**Task details:** Pull each line containing "Азовская" out of the data and copy it.

Dataset entries:
---
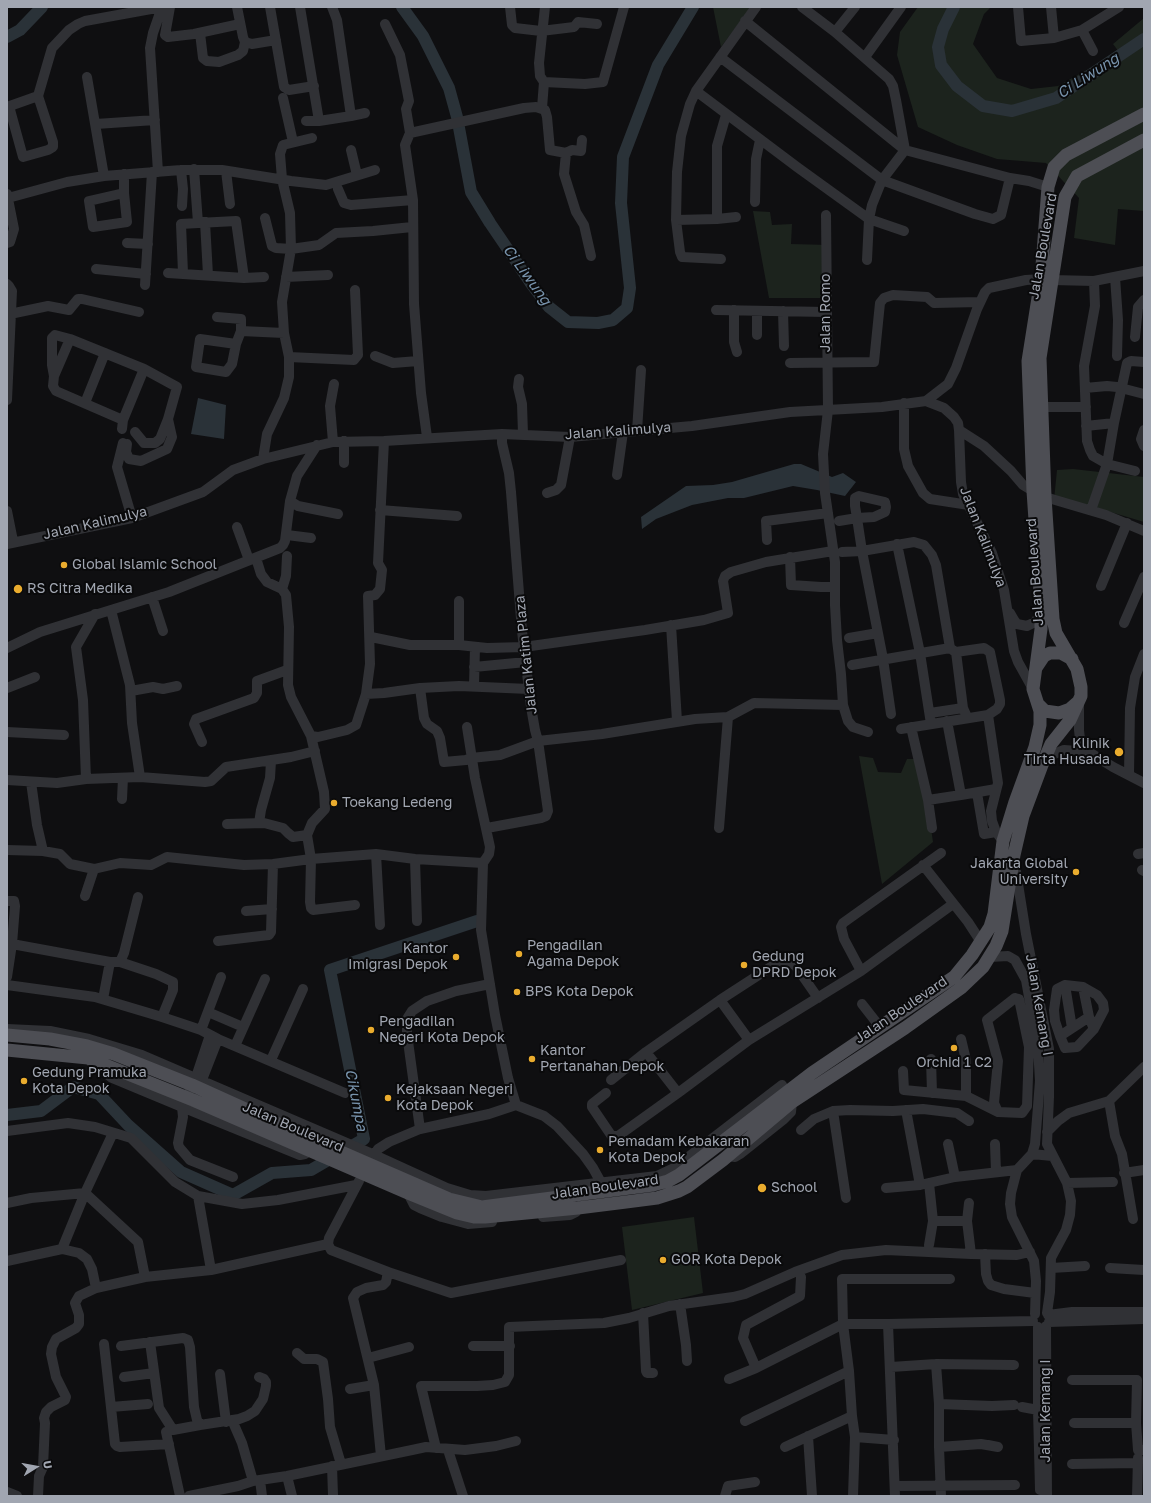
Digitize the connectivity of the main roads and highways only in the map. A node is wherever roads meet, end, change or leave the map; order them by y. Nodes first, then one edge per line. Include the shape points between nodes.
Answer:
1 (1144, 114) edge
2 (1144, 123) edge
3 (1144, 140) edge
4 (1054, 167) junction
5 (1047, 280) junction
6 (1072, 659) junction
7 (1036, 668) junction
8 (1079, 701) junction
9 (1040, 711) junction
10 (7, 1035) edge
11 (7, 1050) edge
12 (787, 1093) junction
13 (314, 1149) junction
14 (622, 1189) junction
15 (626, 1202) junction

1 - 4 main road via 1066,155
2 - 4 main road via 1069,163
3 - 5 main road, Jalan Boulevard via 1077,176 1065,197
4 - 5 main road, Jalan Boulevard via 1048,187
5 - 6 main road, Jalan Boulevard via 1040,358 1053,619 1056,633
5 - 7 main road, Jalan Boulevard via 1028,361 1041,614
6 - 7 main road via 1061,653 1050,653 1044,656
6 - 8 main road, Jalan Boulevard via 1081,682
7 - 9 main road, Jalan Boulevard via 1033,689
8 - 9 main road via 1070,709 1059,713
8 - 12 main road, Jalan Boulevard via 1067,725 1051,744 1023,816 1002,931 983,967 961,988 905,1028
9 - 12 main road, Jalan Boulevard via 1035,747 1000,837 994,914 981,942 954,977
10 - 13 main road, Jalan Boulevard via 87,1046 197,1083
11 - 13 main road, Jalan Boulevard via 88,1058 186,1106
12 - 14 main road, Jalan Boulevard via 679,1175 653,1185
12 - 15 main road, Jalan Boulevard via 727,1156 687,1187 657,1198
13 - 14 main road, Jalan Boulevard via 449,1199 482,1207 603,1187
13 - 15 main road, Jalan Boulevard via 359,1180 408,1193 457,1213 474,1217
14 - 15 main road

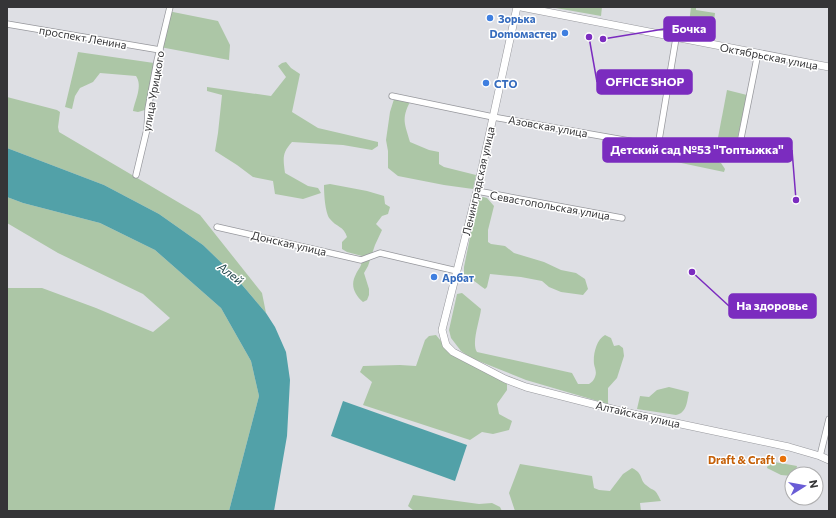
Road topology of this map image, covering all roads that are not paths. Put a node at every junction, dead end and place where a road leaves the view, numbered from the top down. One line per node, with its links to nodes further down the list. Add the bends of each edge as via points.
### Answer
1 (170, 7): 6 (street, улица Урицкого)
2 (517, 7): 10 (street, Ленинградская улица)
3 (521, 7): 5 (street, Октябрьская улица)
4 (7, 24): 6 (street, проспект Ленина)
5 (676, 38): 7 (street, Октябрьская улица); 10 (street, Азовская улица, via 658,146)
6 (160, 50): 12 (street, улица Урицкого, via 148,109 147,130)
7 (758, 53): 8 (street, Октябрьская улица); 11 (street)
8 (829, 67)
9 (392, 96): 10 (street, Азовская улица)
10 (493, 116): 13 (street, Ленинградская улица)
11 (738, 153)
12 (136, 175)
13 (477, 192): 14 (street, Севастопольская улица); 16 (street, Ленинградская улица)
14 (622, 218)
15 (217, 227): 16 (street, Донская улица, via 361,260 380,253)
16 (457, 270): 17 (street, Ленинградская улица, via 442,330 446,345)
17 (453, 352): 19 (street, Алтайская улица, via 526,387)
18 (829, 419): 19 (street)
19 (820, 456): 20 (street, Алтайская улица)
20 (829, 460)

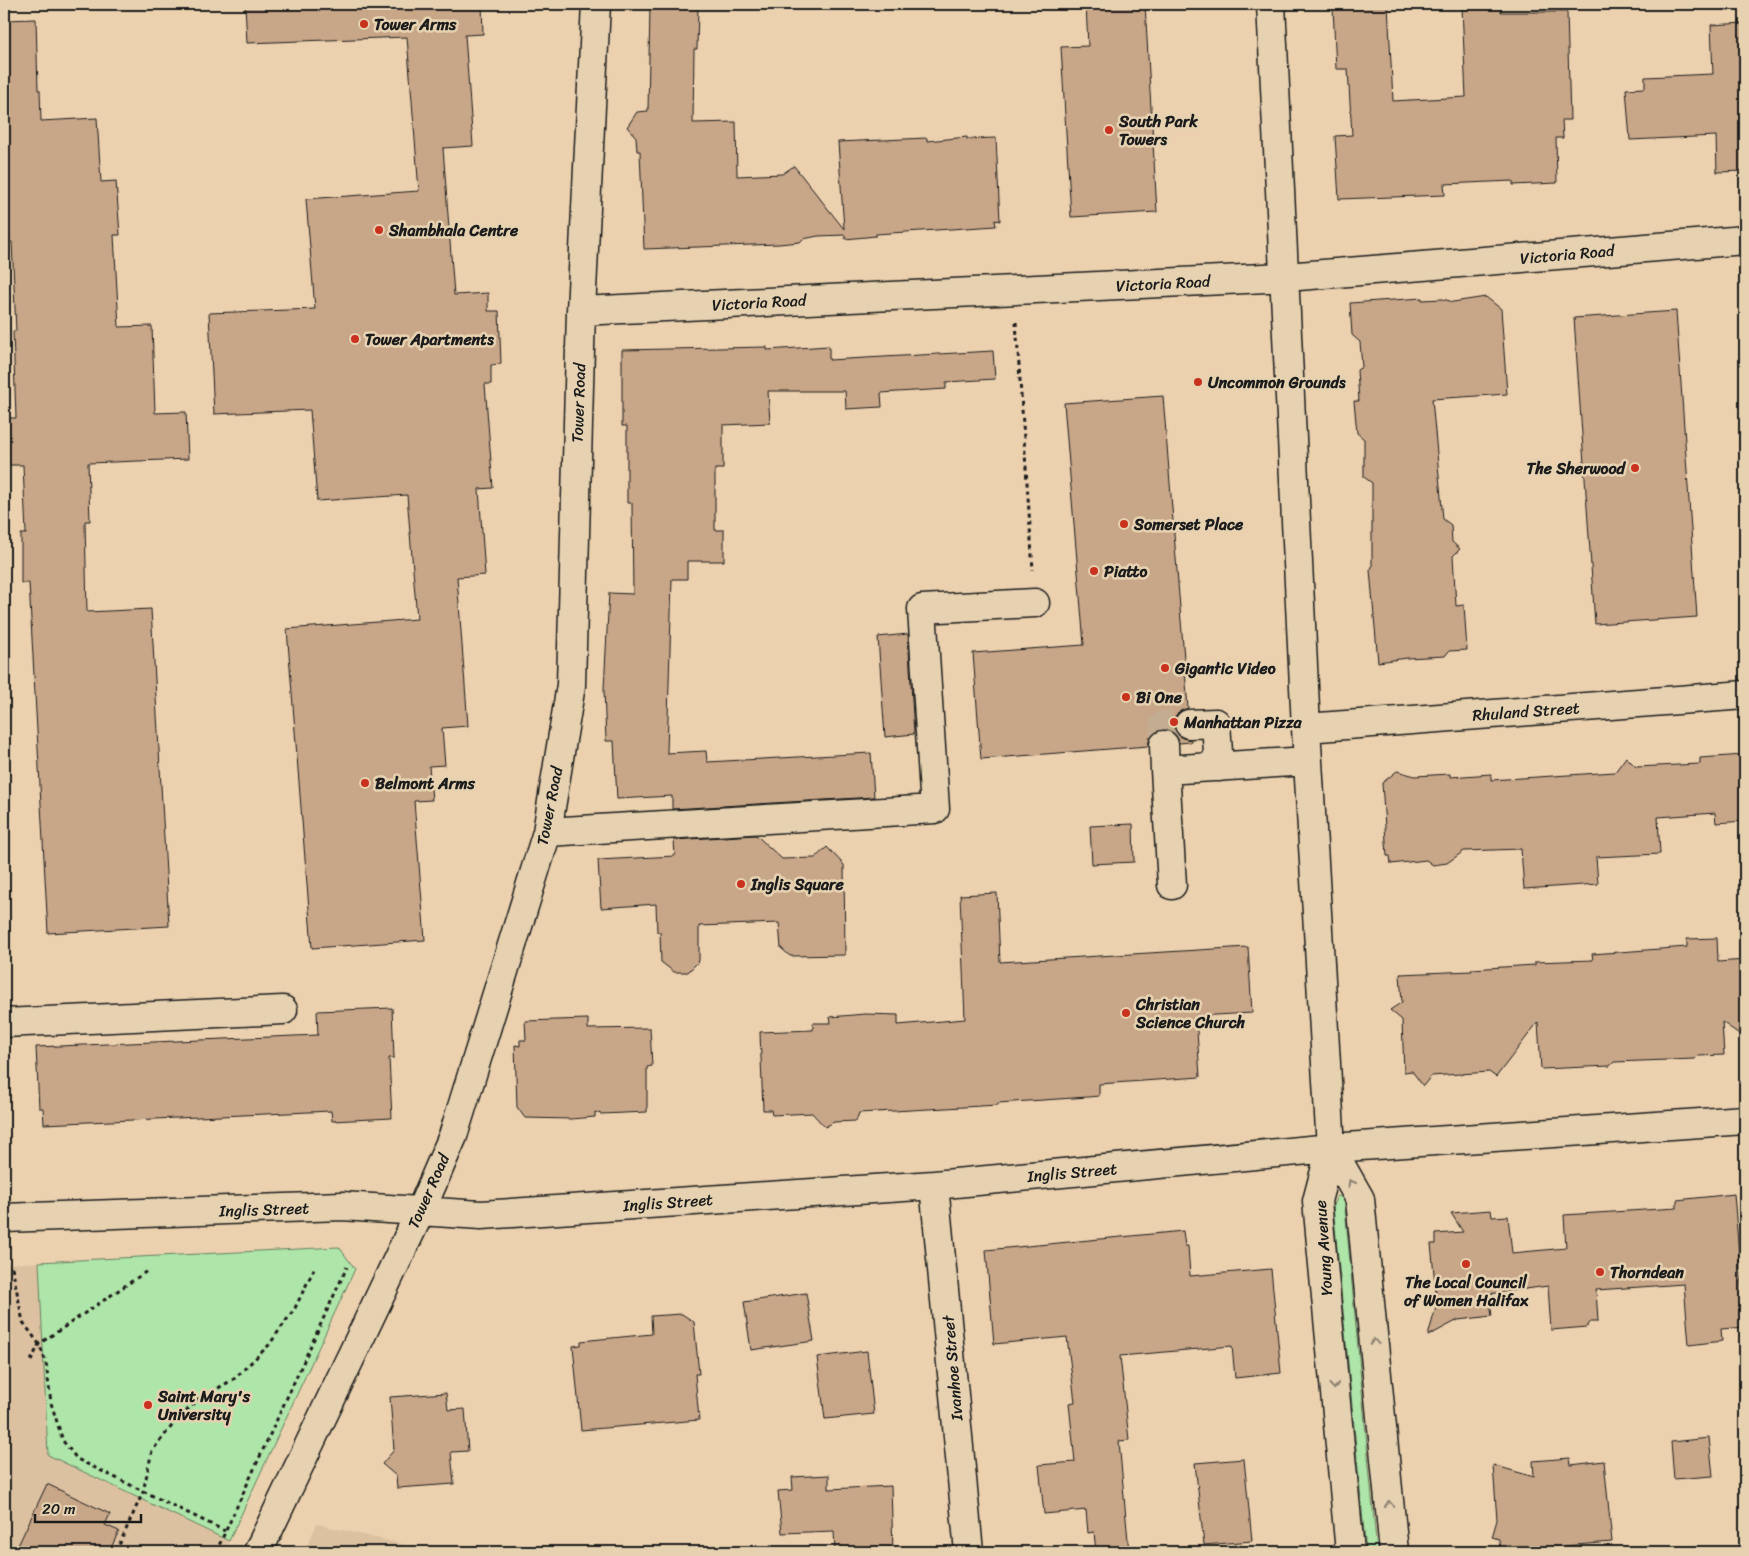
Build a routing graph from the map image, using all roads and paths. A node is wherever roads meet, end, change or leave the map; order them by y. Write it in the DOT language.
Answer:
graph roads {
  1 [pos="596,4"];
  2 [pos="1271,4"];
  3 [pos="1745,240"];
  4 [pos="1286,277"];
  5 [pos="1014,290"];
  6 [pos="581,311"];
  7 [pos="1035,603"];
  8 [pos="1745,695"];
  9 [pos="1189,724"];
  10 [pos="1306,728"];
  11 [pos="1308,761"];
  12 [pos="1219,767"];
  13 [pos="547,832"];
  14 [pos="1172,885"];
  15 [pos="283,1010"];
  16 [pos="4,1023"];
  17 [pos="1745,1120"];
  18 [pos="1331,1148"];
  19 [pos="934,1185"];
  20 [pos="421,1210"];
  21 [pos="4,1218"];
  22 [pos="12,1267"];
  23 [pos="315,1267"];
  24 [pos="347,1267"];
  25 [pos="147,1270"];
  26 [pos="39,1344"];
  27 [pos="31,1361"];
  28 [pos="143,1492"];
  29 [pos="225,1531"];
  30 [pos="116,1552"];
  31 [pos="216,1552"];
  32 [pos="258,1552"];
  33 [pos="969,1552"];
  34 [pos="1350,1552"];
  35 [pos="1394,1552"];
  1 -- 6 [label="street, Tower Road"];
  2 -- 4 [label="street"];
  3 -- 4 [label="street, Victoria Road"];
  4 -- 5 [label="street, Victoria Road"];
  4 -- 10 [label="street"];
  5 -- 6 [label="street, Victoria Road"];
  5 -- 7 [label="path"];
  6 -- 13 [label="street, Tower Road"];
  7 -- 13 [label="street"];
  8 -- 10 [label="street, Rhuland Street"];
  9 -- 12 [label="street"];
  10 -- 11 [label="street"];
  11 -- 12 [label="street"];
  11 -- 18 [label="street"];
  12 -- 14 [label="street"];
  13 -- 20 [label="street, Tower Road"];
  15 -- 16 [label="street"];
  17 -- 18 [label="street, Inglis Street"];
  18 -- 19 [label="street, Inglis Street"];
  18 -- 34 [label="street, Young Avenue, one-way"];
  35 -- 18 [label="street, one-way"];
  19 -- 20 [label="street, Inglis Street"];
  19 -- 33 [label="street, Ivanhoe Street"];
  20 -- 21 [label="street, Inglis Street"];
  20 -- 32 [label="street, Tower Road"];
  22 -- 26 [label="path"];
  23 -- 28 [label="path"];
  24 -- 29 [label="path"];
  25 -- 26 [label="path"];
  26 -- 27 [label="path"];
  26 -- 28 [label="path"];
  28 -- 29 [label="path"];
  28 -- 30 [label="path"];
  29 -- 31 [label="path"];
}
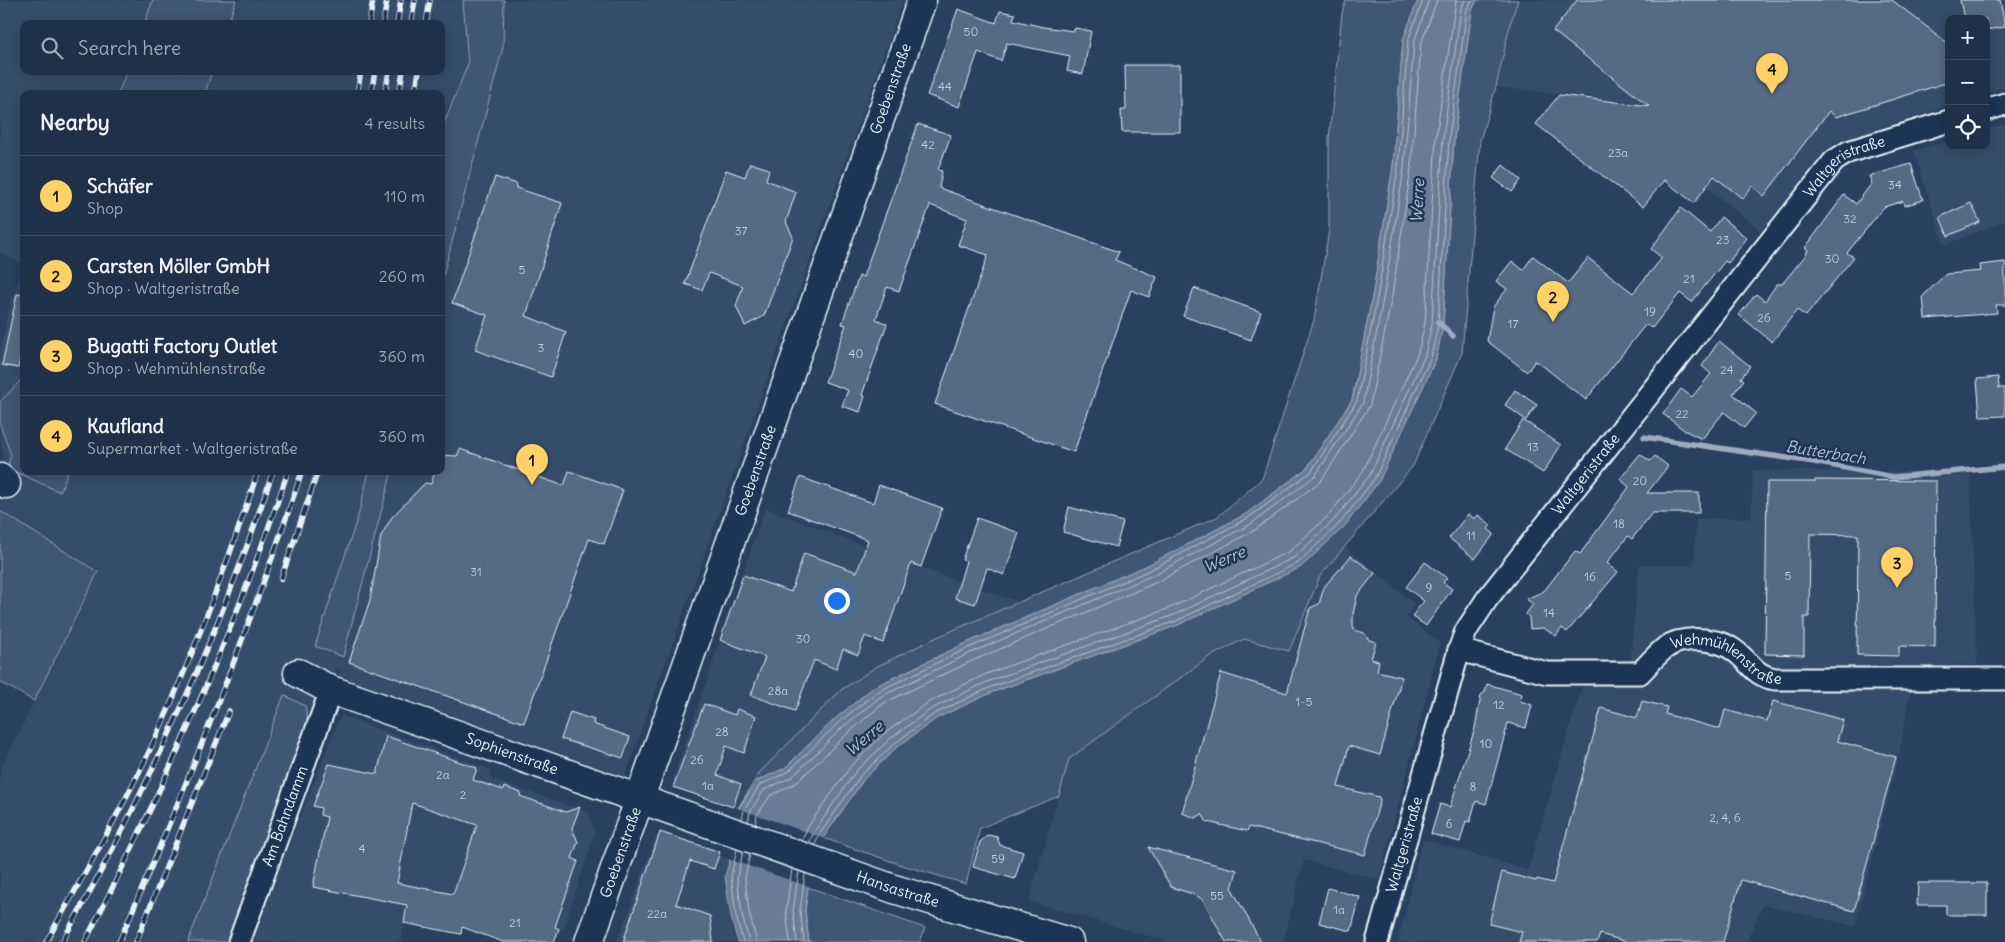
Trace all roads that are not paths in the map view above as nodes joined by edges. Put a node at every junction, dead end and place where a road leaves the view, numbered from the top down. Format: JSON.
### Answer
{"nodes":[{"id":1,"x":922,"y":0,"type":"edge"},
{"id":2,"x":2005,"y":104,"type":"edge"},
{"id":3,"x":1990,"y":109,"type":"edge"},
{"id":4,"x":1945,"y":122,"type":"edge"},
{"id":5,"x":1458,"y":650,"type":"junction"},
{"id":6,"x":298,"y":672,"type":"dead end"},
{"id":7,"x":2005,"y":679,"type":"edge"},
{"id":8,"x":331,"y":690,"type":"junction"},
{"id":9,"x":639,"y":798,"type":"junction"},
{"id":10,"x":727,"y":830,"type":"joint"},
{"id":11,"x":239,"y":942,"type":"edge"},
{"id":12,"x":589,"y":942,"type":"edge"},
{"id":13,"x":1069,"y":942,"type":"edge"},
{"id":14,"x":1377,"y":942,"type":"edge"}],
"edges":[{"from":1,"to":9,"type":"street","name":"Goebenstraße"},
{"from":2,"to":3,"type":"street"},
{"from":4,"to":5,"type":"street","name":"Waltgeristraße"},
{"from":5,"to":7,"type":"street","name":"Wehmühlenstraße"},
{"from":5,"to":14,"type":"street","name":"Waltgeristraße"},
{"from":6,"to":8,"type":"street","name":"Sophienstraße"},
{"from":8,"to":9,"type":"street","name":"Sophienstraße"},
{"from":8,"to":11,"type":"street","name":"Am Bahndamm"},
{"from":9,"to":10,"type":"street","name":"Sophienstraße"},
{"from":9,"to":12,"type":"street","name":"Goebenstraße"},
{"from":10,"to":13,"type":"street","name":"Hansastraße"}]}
---
**Your solution:**
5 (676, 38): 7 (street, Октябрьская улица); 10 (street, Азовская улица, via 658,146)
9 (392, 96): 10 (street, Азовская улица)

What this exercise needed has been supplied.